White Russian Officer and Vlasovite Source of Putin’s ‘Hybrid War’ Strategy, Former KGB Psychoanalyst Says



Paul Goble

            Staunton, November 2 – Yevgeny Messner (1891-1974), last chief of staff of the Kornilov Division of Baron Wrangel’s White Russian Army and later a member of the Russian Liberation Army during World War II, wrote the book that forms the basis for what is now known as Vladimir Putin’s “hybrid war” strategy.

            That book, Mutiny – the Name of the Third World War (in Russian, Buenos Aires, 1960), and his other writings as an émigré military theorist, Aleksandr Zelenko, who served as a KGB psychoanalyst and now works at Kyiv’s Shevchenko National Univerity, says, had a major influence on Soviet military thinking from the 1980s (ord-ua.com/2015/10/27/kak-ulanova-stupka-i-razrabotki-kgb-pomogli-russkomu-gopniku-ottyapat-donbass-i-kryim/?page=2).

            If anything, Messner’s influence has even grown since then and is now a core element of Vladimir Putin’s approach, Zelenko argues. (On Messner’s influence, see If You Want Peace, Win the Mutiny War! The Creative Inheritance of Ye.E. Messner (in Russian, Moscow: Voyenny universitet, 2005, 696 pp.; reviewed at centrasia.ru/newsA.php?st=1120869960).

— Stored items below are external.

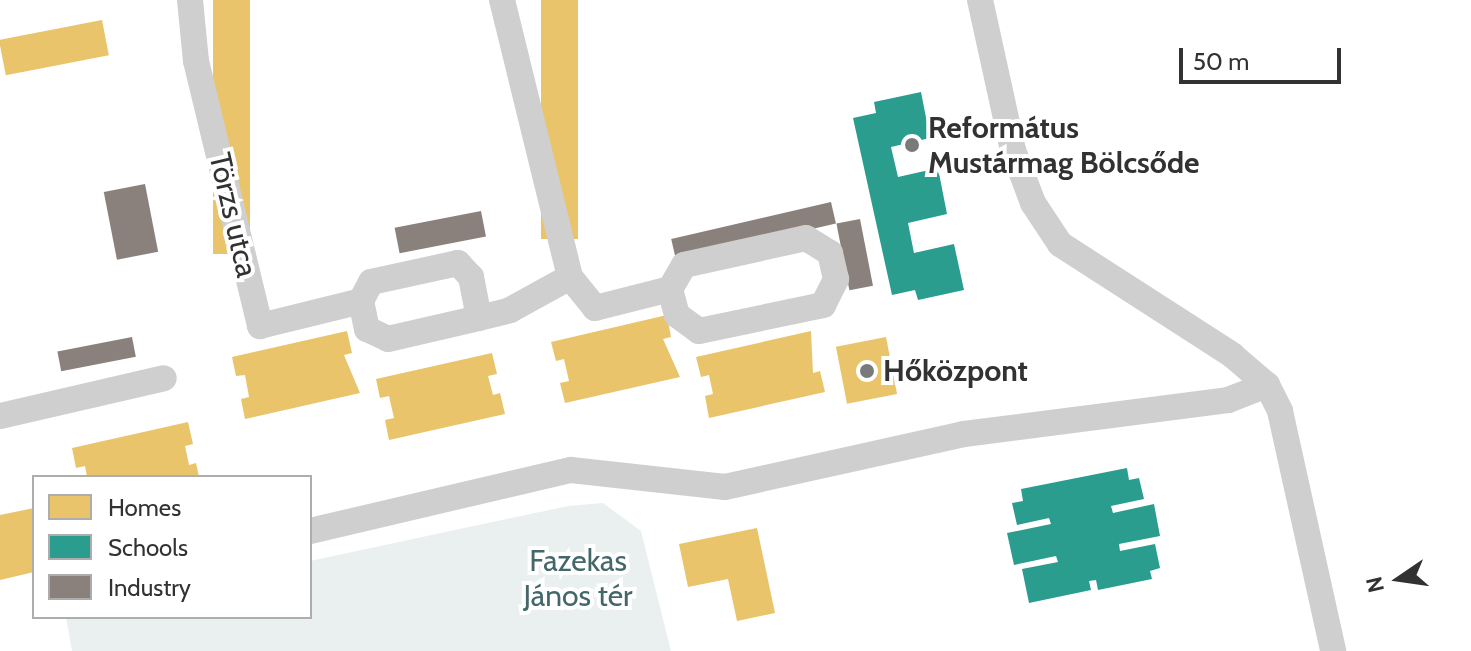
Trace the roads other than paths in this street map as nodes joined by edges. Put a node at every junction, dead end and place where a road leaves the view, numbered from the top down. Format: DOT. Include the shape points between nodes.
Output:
graph roads {
  1 [pos="190,0"];
  2 [pos="502,0"];
  3 [pos="980,0"];
  4 [pos="570,277"];
  5 [pos="670,289"];
  6 [pos="361,301"];
  7 [pos="479,318"];
  8 [pos="164,378"];
  9 [pos="1267,385"];
  10 [pos="0,416"];
  11 [pos="312,531"];
  12 [pos="1333,651"];
  1 -- 6 [label="street, Törzs utca" via="196,61 260,326"];
  2 -- 4 [label="street"];
  3 -- 9 [label="street" via="1013,150 1033,203 1060,244 1232,355"];
  4 -- 5 [label="street" via="595,308"];
  4 -- 7 [label="street" via="510,310"];
  5 -- 5 [label="street" via="684,265 806,238 830,253 836,279 823,305 699,331 677,315"];
  6 -- 7 [label="street" via="367,329 388,339"];
  6 -- 7 [label="street, Törzs utca" via="371,282 458,263 471,277"];
  8 -- 10 [label="street"];
  9 -- 11 [label="street" via="1228,400 964,434 725,487 571,470"];
  9 -- 12 [label="street" via="1280,411"];
}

            Zelenko says that when he was at the KGB, he helped develop the application of Messner’s ideas and their extention to various networks subordinate to each other matryoshka-doll fashion. He suggests as well that Moscow could apply them not just in Ukraine but rather “at any point up to Gibralter.”

            According to the psychoanalyst, there are currently between 4,000 and 7,000 Russian informers in Kyiv and up to 5,000 in militant position. He added that at present there are in Kyiv alone “about 18,000 militants prepared to create a [pro-Moscow] ‘Kyiv Republic’” as a means of underming Ukraine’s independence.

            Moscow has not exploited this resource, Zelenko suggests, because it doesn’t have enough resources inside Russia to exploit the situation. It thus has gone slower than it might have in Ukraine because of its troubles at home, even though it had laid the groundwork for much more dramatic moves.

            One has to recognize, he continues, that in the Donbas, in everey district,”there was a Russian agent” who primary task was to recruit 50 people to serve the pro-Moscow cause. Kyiv, he says, knew all about this because Ukrainian border guards were being corrupted to allow Russian agents to pass easily into Ukraine.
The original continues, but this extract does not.